The battle to defend end-to-end encryption and privacy continues as congress introduces yet another measure for back doors into people’s data.
March 9, 2020
By: Bobby Casey, Managing Director GWP
Online service providers do not want to lose business over the fear of data breaches, so they are constantly optimizing and improving the security of your information.
That’s as it should be.
But the government takes the sensible concerns of private citizens, exploits them, and demands backdoor access to their accounts and information… in the name of safety.
The needs of the consumer were already met by the technology. I don’t hear people clamoring for more government to get into their business. In fact, there are crickets both on the mainstream left and right. The only ones calling for it are the political hacks in congress.
The fight continues.
The Clinton administration back in1993 wanted to use key escrow to give law enforcement backdoor access to consumer devices. Key escrow is “an arrangement in which the keys needed to decrypt encrypted data are held in escrow so that, under certain circumstances, an authorized third party may gain access to those keys.“
Imagine that kind of 3rd party intrusion into your physical home. A spare key with your alarm code is kept in a vault that a cop can use whenever they think it’s “necessary”. If no-knock raids have taught us anything, this is a very bad idea.
Key escrow didn’t take hold in the 90s. Researchers proved it to be too faulty to implement. They tried it again in 2000 under Bush and then again under Obama in 2010.

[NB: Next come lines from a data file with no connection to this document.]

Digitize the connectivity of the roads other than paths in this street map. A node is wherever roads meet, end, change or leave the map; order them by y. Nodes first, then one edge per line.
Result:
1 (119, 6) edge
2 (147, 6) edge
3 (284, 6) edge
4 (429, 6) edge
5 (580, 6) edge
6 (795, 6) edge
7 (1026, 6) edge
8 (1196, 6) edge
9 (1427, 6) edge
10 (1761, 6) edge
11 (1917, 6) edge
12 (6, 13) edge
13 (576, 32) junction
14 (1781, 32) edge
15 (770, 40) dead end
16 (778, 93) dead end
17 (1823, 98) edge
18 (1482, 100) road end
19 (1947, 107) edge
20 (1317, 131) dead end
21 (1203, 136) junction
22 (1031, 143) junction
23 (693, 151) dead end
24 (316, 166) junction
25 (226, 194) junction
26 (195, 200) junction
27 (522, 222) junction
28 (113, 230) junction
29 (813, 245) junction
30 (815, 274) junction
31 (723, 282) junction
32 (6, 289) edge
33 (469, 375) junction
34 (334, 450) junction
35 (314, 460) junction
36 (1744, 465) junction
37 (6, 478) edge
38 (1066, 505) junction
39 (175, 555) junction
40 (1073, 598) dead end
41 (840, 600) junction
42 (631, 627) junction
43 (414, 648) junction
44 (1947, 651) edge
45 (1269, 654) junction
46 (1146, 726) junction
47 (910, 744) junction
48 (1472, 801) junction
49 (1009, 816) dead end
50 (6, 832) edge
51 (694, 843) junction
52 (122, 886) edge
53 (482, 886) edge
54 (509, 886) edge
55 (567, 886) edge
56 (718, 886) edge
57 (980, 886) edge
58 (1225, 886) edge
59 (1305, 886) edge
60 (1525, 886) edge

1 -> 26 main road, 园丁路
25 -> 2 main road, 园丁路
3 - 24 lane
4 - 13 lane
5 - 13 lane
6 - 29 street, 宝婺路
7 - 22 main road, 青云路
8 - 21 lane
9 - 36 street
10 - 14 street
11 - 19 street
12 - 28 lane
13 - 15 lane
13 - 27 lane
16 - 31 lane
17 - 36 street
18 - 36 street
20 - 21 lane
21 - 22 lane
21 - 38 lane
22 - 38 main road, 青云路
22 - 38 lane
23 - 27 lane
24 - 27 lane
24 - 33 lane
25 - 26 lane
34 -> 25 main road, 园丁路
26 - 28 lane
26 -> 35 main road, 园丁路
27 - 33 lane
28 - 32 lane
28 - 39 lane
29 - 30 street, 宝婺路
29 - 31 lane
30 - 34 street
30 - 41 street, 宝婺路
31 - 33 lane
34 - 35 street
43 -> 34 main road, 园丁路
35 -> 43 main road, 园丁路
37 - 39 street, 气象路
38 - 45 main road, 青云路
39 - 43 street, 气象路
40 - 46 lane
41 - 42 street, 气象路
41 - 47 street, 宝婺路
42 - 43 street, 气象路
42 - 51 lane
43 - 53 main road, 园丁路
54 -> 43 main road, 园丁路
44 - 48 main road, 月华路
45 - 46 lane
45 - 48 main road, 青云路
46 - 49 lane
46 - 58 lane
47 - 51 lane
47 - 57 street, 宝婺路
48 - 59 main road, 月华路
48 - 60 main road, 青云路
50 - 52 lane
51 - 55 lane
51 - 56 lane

It was a bad idea every single time.
Here we are in 2020, listening to the same tired arguments from the feds about the dangers of encryption, and the latest bill on tap comes courtesy of Lindsey Graham (SC) and Richard Blumenthal (CT): Eliminating Abusive and Rampant Neglect of Interactive Technologies ( or EARN IT) Act.
An odd acronym considering innocent people hardly deserve this much less earned it.

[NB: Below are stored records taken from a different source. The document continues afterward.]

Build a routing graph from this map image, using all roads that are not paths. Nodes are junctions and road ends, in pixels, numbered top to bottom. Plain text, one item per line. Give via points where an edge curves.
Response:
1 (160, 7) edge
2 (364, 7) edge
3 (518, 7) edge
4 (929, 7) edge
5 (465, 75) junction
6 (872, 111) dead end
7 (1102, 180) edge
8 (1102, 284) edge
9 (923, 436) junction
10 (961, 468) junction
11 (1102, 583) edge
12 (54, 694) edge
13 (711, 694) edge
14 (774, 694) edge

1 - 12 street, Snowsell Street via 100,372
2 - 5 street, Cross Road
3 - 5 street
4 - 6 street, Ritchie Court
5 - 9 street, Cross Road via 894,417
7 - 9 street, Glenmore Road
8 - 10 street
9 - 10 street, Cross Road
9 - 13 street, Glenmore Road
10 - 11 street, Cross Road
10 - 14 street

A critical piece of free speech protection in jeopardy is Section 230:
Section 230 simply states that, in most cases, speakers should be responsible for their own speech, not Internet intermediaries who host that speech.
According to a draft published several weeks ago, EARN IT would strip away Section 230 protections, offering them only to Internet companies who followed a list of “best practices” set up by a government commission of 15 people. This commission, set up in the name of protecting children, will be dominated by law enforcement agencies.

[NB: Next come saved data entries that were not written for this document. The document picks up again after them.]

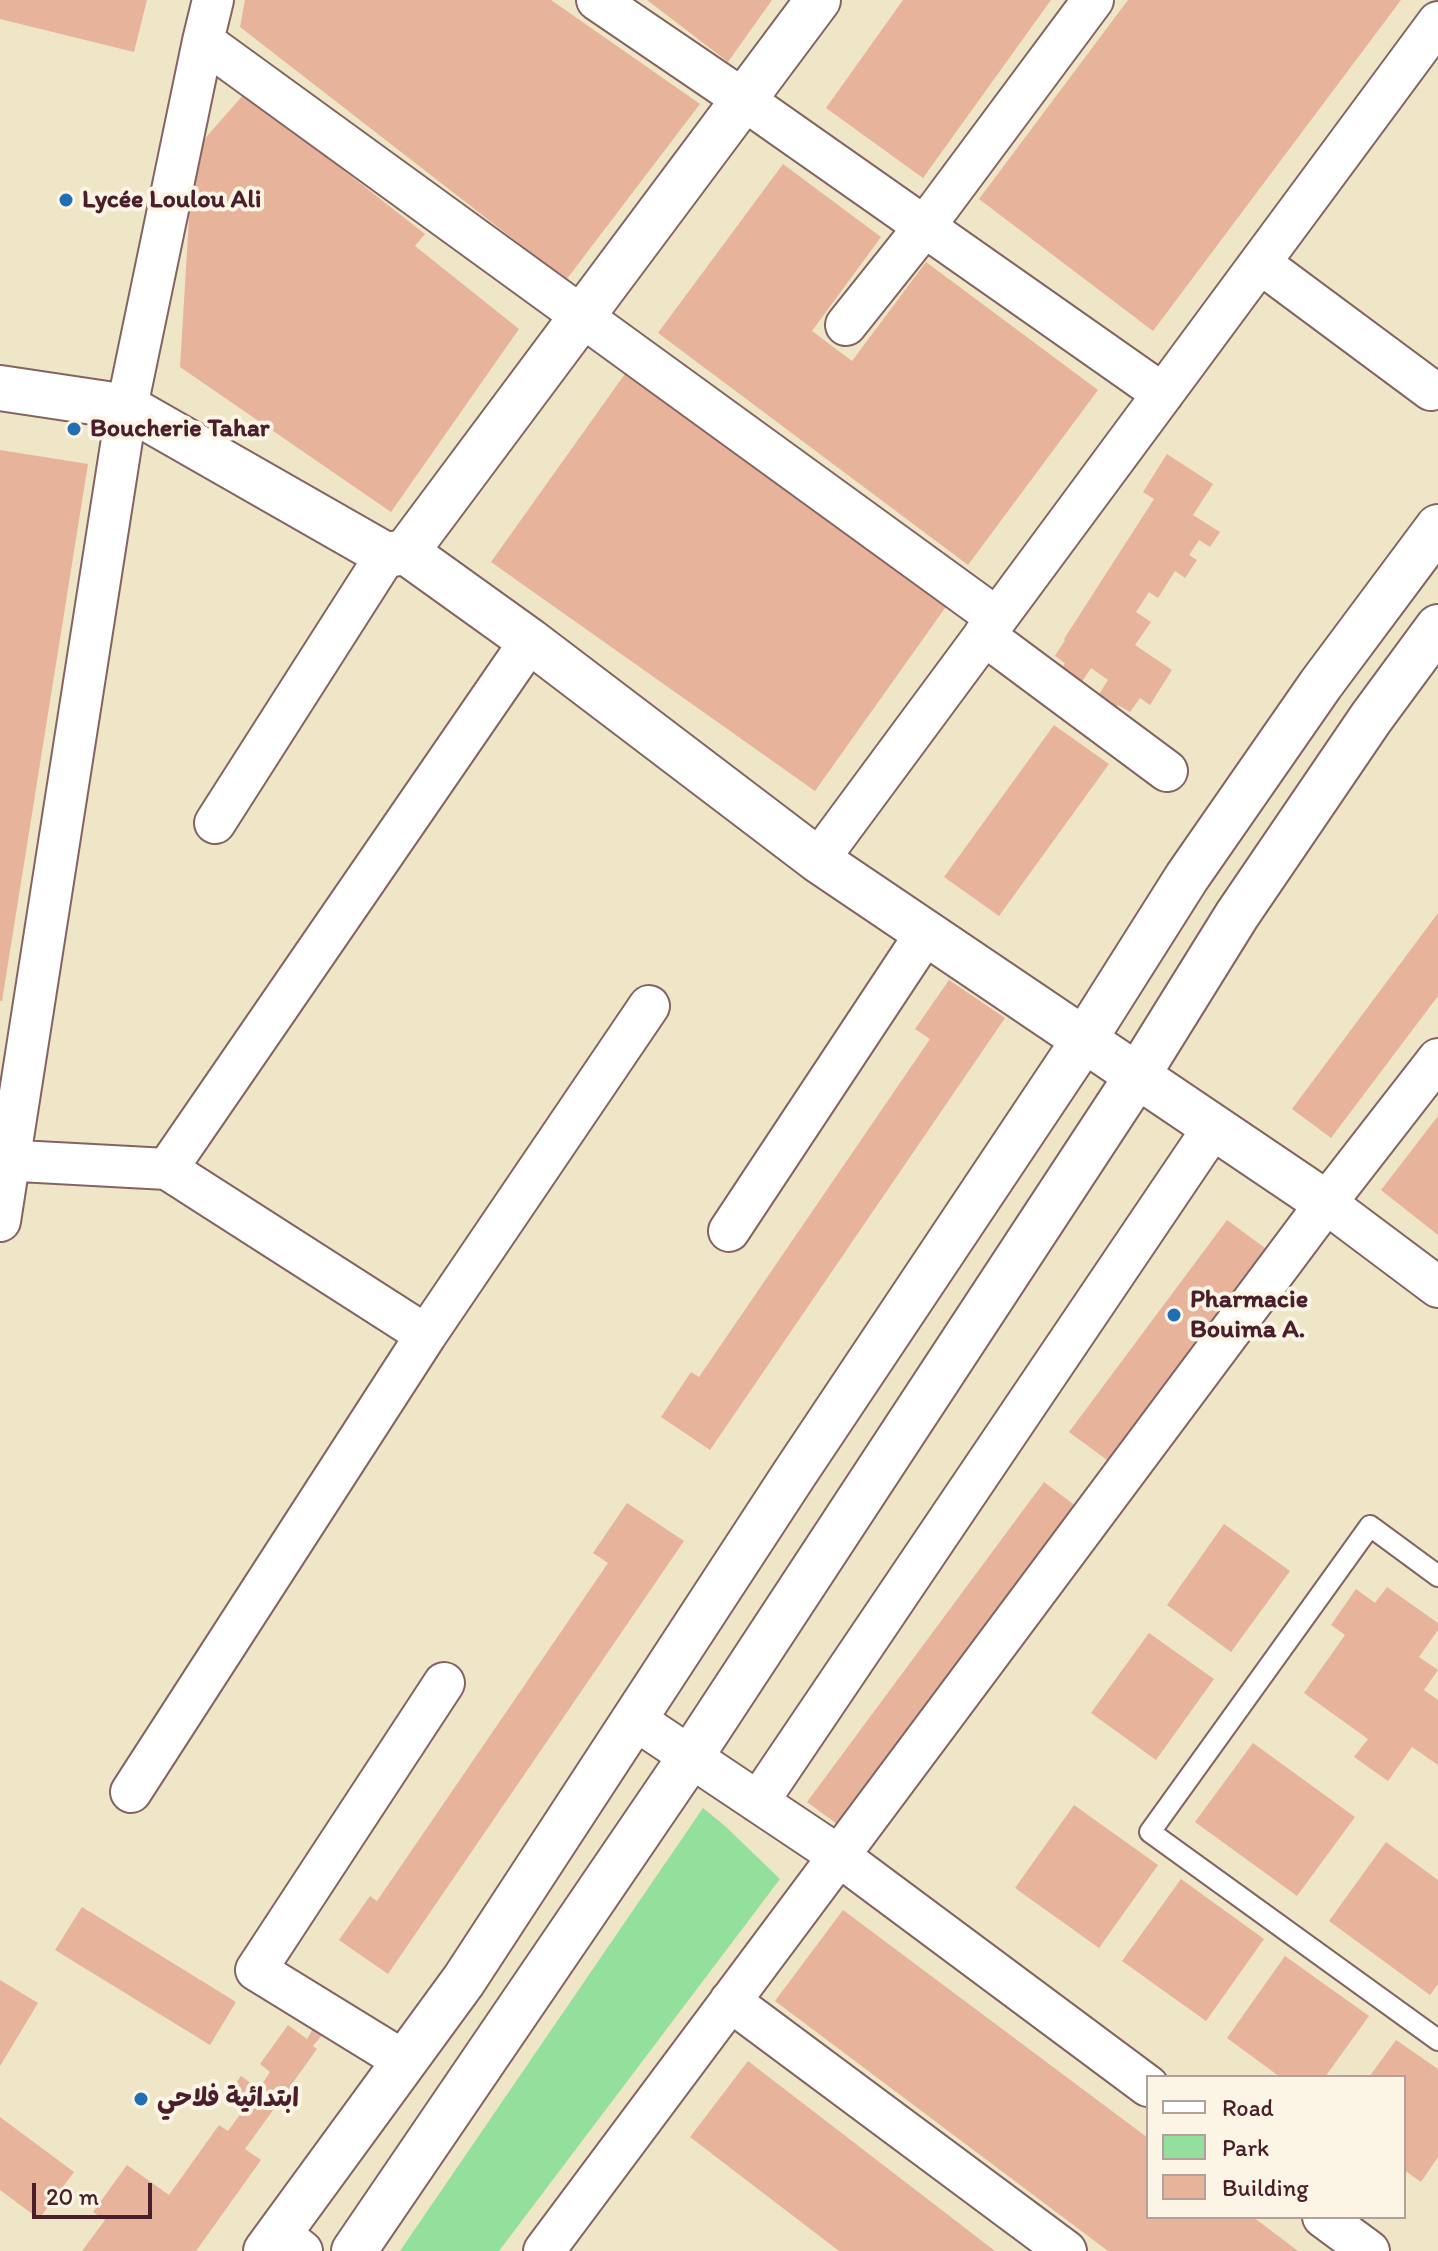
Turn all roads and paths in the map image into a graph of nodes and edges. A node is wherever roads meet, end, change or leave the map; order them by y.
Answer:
1 (213, 0) edge
2 (597, 0) edge
3 (818, 0) edge
4 (1093, 0) edge
5 (1438, 22) edge
6 (203, 41) junction
7 (744, 100) junction
8 (925, 226) junction
9 (1260, 263) junction
10 (582, 316) junction
11 (846, 325) dead end
12 (0, 388) edge
13 (1431, 390) dead end
14 (1163, 394) junction
15 (127, 407) junction
16 (1438, 527) edge
17 (396, 553) junction
18 (990, 627) junction
19 (1438, 627) edge
20 (530, 641) junction
21 (1167, 771) dead end
22 (215, 823) dead end
23 (818, 860) junction
24 (926, 933) junction
25 (649, 1006) dead end
26 (1084, 1040) junction
27 (1438, 1059) edge
28 (1137, 1076) junction
29 (1213, 1128) junction
30 (5, 1161) edge
31 (167, 1169) junction
32 (1326, 1203) junction
33 (0, 1221) edge
34 (729, 1231) dead end
35 (1438, 1287) edge
36 (426, 1335) junction
37 (1438, 1576) edge
38 (444, 1683) dead end
39 (634, 1719) junction
40 (691, 1756) junction
41 (131, 1792) dead end
42 (758, 1802) junction
43 (839, 1856) junction
44 (730, 2001) junction
45 (1438, 2040) edge
46 (404, 2061) junction
47 (1146, 2085) edge
48 (1326, 2219) edge
49 (282, 2245) edge
50 (354, 2251) edge
51 (544, 2251) edge
52 (1066, 2251) edge
53 (1369, 2251) edge

1 - 6 street
2 - 7 street
3 - 7 street
4 - 8 street
5 - 9 street
6 - 10 street
6 - 15 street
7 - 8 street
7 - 10 street
8 - 11 street
8 - 14 street
9 - 13 street
9 - 14 street
10 - 17 street
10 - 18 street
12 - 15 street
14 - 18 street
15 - 17 street
15 - 30 street
16 - 26 street
17 - 20 street
17 - 22 street
18 - 21 street
18 - 23 street
19 - 28 street
20 - 23 street
20 - 31 street
23 - 24 street
24 - 26 street
24 - 34 street
25 - 36 street
26 - 28 street
26 - 39 street
27 - 32 street
28 - 29 street
28 - 40 street
29 - 32 street
29 - 42 street
30 - 31 street
30 - 33 street
31 - 36 street
32 - 35 street
32 - 43 street
36 - 41 street
37 - 45 lane
38 - 46 street
39 - 40 street
39 - 46 street
40 - 42 street
40 - 50 street
42 - 43 street
43 - 44 street
43 - 47 street
44 - 51 street
44 - 52 street
46 - 49 street
48 - 53 street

Of course! What legislation would be complete without invoking “the children”. But much like the gun control debate, it’s not the gun that is responsible for murder. The person who wielded it, however is 100% culpable for taking a life.
The car dealership isn’t responsible for drunk driving.
Microsoft, Google, Facebook… the internet… isn’t responsible for what people post. The individual is responsible for their speech and content.
The EFF brings up a really interesting point. Look at the composition of the 15 member commission:
1 will be picked by the Department of Homeland Security
1 will be picked by the Department of Justice
1 will be picked by the Federal Trade Commission
2 commission members “shall have experience in handling internet crimes against children in a law enforcement capacity.”
2 commission members “shall have experience in providing victims services for victims of child exploitation.”
2 commission members “shall have experience in handling internet crimes against children in a prosecutorial capacity.”
2 commission members “shall have experience in computer science of software engineering.”
4 commission members will have experience working for online services of varying sizes—but must have “experience in child safety.”
That’s a lot of law enforcement and law enforcement related appointees. The biases of whom could lean toward favoring the ambitions of people like Attorney General William Barr who seeks backdoor access.
This is becoming a major disincentive for encryption, and that’s a scary prospect for journalists, whistle-blowers, and victims of abuse whose safety relies on such things.
Even Back Page, as we’d mentioned, the anonymity offered even through that service was still much safer and better than the alternative.
Decisions about privacy should not be predicated on the fringe arguments. No matter how nasty the villain, no matter how tragic the victim, and any moderate scenario in between, the right to privacy is sacrosanct and nonnegotiable.
When the government gets access to data outside the very narrow scope of a search warrant, you will start to see more headlines like this:
Google tracked his bike ride past a burglarized home. That made him a suspect.
“I was using an app to see how many miles I rode my bike and now it was putting me at the scene of the crime,” the man said.
The fact that this man popped as a suspect simply for riding his bike by the area is no different from being stopped at a sobriety checkpoint simply for being at that location at that time. Existing somewhere is now probable cause for whatever happens near you? That’s what surveillance and privacy invasion seems to be leading society.
Being the government, chances are there will be some “compromise” that boils down to “freedom for me, but not for thee”. Everything the politicians do is in the name of national security. But everything you and I do is suspicious.
One such possible “compromise” could be what’s called “Client-Side-Scanning“. Just so you know, it’s a re-brand of key escrow. It’s not quite the same, but it has the same general principle of giving 3rd party access to your messages.
The short answer is: you can’t have end-to-end encryption with exceptions because inevitably that means privacy and due process with exceptions.